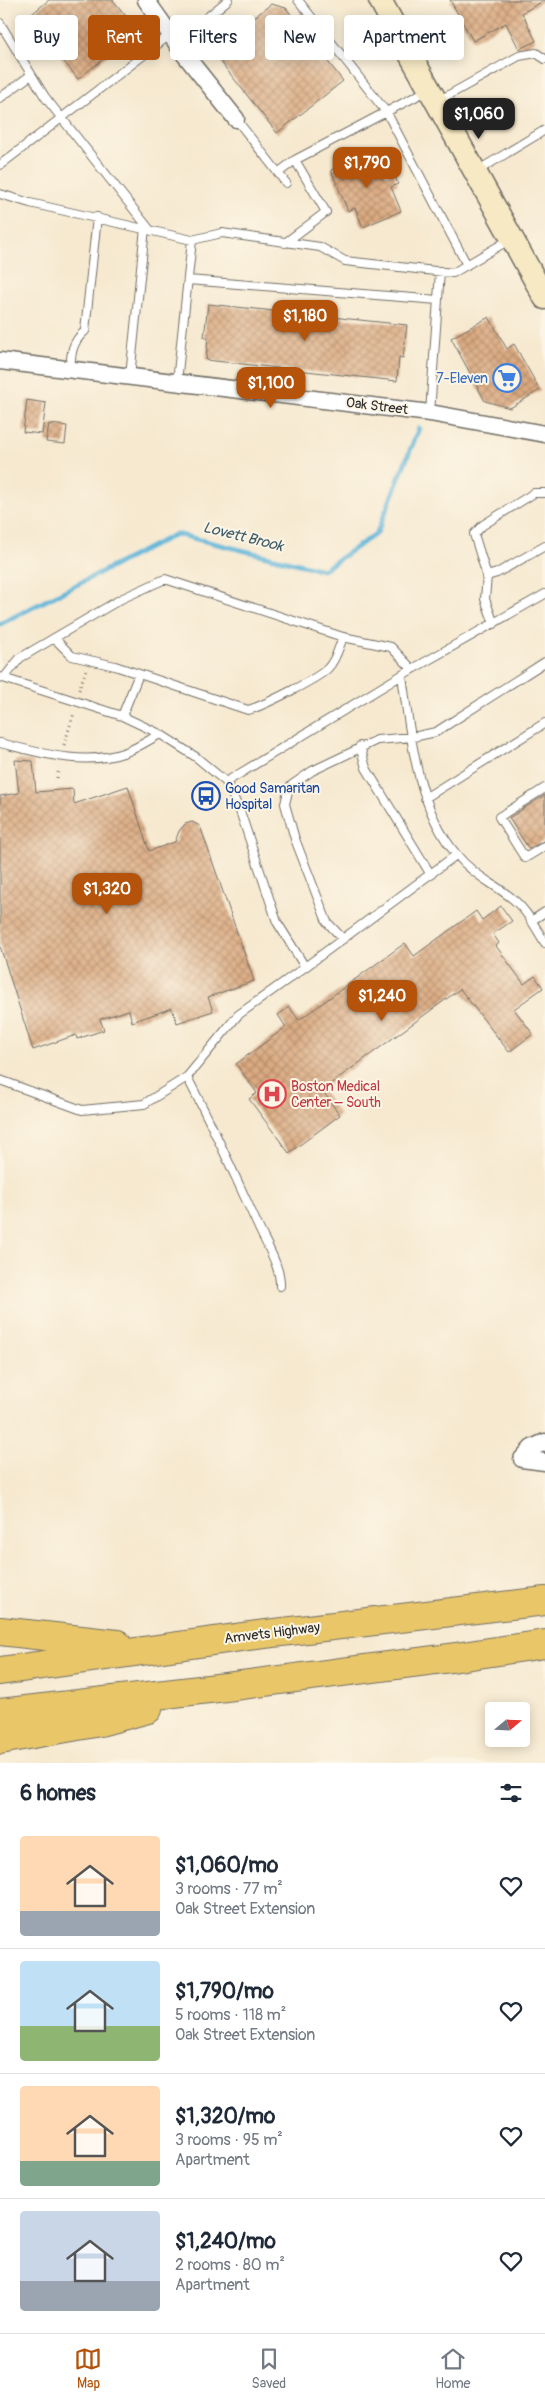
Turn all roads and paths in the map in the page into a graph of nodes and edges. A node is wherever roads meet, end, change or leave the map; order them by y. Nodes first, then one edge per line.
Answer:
1 (146, 0) edge
2 (228, 0) edge
3 (298, 0) edge
4 (380, 0) edge
5 (207, 15) edge
6 (0, 25) edge
7 (170, 33) edge
8 (170, 41) edge
9 (545, 59) edge
10 (191, 60) edge
11 (31, 74) junction
12 (433, 95) junction
13 (0, 98) edge
14 (388, 113) junction
15 (61, 118) junction
16 (236, 119) joint
17 (545, 130) edge
18 (295, 160) junction
19 (0, 165) edge
20 (475, 172) junction
21 (278, 173) junction
22 (286, 183) dead end
23 (0, 194) edge
24 (97, 217) junction
25 (148, 229) junction
26 (511, 239) junction
27 (192, 240) junction
28 (285, 243) junction
29 (467, 265) junction
30 (440, 271) junction
31 (188, 280) junction
32 (545, 298) edge
33 (438, 300) junction
34 (0, 361) edge
35 (70, 370) junction
36 (130, 377) junction
37 (177, 382) junction
38 (430, 413) junction
39 (545, 434) edge
40 (545, 493) edge
41 (545, 546) edge
42 (486, 576) junction
43 (545, 594) edge
44 (494, 624) junction
45 (343, 637) junction
46 (54, 638) junction
47 (90, 660) junction
48 (545, 662) edge
49 (412, 669) junction
50 (139, 674) junction
51 (402, 675) junction
52 (2, 678) edge
53 (77, 702) junction
54 (122, 716) junction
55 (545, 723) edge
56 (160, 734) junction
57 (413, 737) junction
58 (0, 743) edge
59 (360, 746) junction
60 (61, 756) junction
61 (57, 778) dead end
62 (226, 782) junction
63 (545, 788) edge
64 (425, 798) junction
65 (545, 846) edge
66 (456, 855) junction
67 (431, 875) junction
68 (545, 912) edge
69 (531, 921) junction
70 (343, 939) junction
71 (545, 943) edge
72 (305, 967) junction
73 (188, 1077) junction
74 (0, 1080) edge
75 (280, 1286) dead end
76 (545, 1442) edge
77 (545, 1462) edge
78 (545, 1601) edge
79 (0, 1631) edge
80 (545, 1644) edge
81 (156, 1648) junction
82 (0, 1671) edge
83 (226, 1687) junction
84 (0, 1713) edge
85 (0, 1740) edge

1 - 7 street
2 - 5 lane
3 - 14 lane
4 - 12 main road
6 - 11 lane
8 - 15 lane
9 - 12 lane
10 - 16 street
11 - 13 lane
11 - 15 lane
12 - 14 lane
12 - 20 main road
14 - 18 lane
14 - 29 lane
15 - 19 lane
15 - 25 lane
16 - 21 lane
17 - 20 lane
18 - 21 lane
18 - 28 lane
20 - 26 main road
21 - 22 lane
23 - 24 lane
24 - 25 lane
24 - 35 lane
25 - 27 lane
25 - 36 lane
26 - 29 lane
26 - 32 main road
27 - 28 lane
27 - 31 lane
28 - 30 lane
29 - 30 lane
30 - 33 lane
31 - 33 lane
31 - 37 lane
33 - 38 lane
34 - 35 street, Oak Street
35 - 36 street, Oak Street
36 - 37 street, Oak Street
37 - 38 street, Oak Street
38 - 39 street, Oak Street
40 - 42 lane
41 - 42 lane
42 - 44 lane
43 - 44 lane
44 - 49 lane
45 - 46 lane
45 - 49 lane
45 - 50 lane
46 - 47 lane
46 - 52 lane
47 - 50 lane
47 - 53 path
48 - 57 lane
49 - 51 lane
50 - 54 lane
51 - 57 lane
51 - 62 lane
52 - 53 lane
53 - 54 lane
53 - 60 path
54 - 56 lane
55 - 64 lane
56 - 60 lane
56 - 62 lane
57 - 59 lane
57 - 64 lane
58 - 60 lane
59 - 67 lane
59 - 70 lane
60 - 61 path
62 - 72 lane
63 - 65 lane
64 - 66 lane
66 - 67 lane
66 - 69 lane
67 - 70 lane
68 - 69 lane
69 - 71 lane
70 - 72 lane
72 - 73 lane
73 - 74 lane
73 - 75 lane
76 - 77 street
78 - 81 highway, Amvets Highway
79 - 81 highway
80 - 83 highway
81 - 82 highway, Amvets Highway
83 - 84 highway
83 - 85 highway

----

▶ **Requirement**
Copy all the lines from the data above that hold the word "main".

▶ **Task result**
4 - 12 main road
12 - 20 main road
20 - 26 main road
26 - 32 main road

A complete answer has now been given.